Aim of the exercise: Your job is to report every line of the entries that has "Avenida".

Stored records:
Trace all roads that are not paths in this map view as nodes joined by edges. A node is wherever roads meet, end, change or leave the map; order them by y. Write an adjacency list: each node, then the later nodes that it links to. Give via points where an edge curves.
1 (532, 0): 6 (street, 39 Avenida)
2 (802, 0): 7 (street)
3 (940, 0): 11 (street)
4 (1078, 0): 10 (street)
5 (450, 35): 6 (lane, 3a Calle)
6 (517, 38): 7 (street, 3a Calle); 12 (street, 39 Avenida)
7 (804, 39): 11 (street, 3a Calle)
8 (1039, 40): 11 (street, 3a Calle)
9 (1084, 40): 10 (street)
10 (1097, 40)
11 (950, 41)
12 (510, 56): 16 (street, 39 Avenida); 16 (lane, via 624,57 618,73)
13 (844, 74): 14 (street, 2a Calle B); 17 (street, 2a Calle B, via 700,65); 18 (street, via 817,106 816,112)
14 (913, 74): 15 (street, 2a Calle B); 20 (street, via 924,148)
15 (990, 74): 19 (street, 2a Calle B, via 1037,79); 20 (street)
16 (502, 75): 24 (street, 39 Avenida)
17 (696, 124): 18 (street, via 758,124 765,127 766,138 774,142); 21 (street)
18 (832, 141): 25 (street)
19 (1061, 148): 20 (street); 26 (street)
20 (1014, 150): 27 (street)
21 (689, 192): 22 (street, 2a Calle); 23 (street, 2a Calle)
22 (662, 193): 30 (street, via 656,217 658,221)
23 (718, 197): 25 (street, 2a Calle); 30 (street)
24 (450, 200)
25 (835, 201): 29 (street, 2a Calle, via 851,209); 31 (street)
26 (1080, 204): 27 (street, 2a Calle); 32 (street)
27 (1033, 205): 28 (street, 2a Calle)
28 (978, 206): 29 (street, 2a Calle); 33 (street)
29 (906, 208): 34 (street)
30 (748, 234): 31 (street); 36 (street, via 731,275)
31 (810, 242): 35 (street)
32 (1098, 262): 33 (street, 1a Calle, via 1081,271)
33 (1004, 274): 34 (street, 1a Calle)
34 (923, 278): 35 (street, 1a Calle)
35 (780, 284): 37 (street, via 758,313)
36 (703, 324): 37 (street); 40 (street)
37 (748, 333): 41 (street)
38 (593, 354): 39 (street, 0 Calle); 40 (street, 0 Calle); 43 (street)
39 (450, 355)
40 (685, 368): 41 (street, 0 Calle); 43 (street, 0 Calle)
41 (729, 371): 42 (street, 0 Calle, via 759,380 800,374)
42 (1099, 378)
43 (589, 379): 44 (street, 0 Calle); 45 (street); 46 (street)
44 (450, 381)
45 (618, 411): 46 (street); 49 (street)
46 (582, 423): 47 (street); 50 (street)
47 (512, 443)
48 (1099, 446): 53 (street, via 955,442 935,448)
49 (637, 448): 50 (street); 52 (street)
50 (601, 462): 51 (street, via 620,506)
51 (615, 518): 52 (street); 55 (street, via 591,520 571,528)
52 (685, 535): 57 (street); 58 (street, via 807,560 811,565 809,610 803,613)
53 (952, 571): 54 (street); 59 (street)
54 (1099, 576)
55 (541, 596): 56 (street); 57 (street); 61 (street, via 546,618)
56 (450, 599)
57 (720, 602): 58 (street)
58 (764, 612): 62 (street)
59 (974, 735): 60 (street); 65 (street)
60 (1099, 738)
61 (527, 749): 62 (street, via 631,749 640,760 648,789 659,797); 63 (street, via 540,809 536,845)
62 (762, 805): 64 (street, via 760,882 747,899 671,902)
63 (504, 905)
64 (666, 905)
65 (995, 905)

Output for this exercise:
1 (532, 0): 6 (street, 39 Avenida)
6 (517, 38): 7 (street, 3a Calle); 12 (street, 39 Avenida)
12 (510, 56): 16 (street, 39 Avenida); 16 (lane, via 624,57 618,73)
16 (502, 75): 24 (street, 39 Avenida)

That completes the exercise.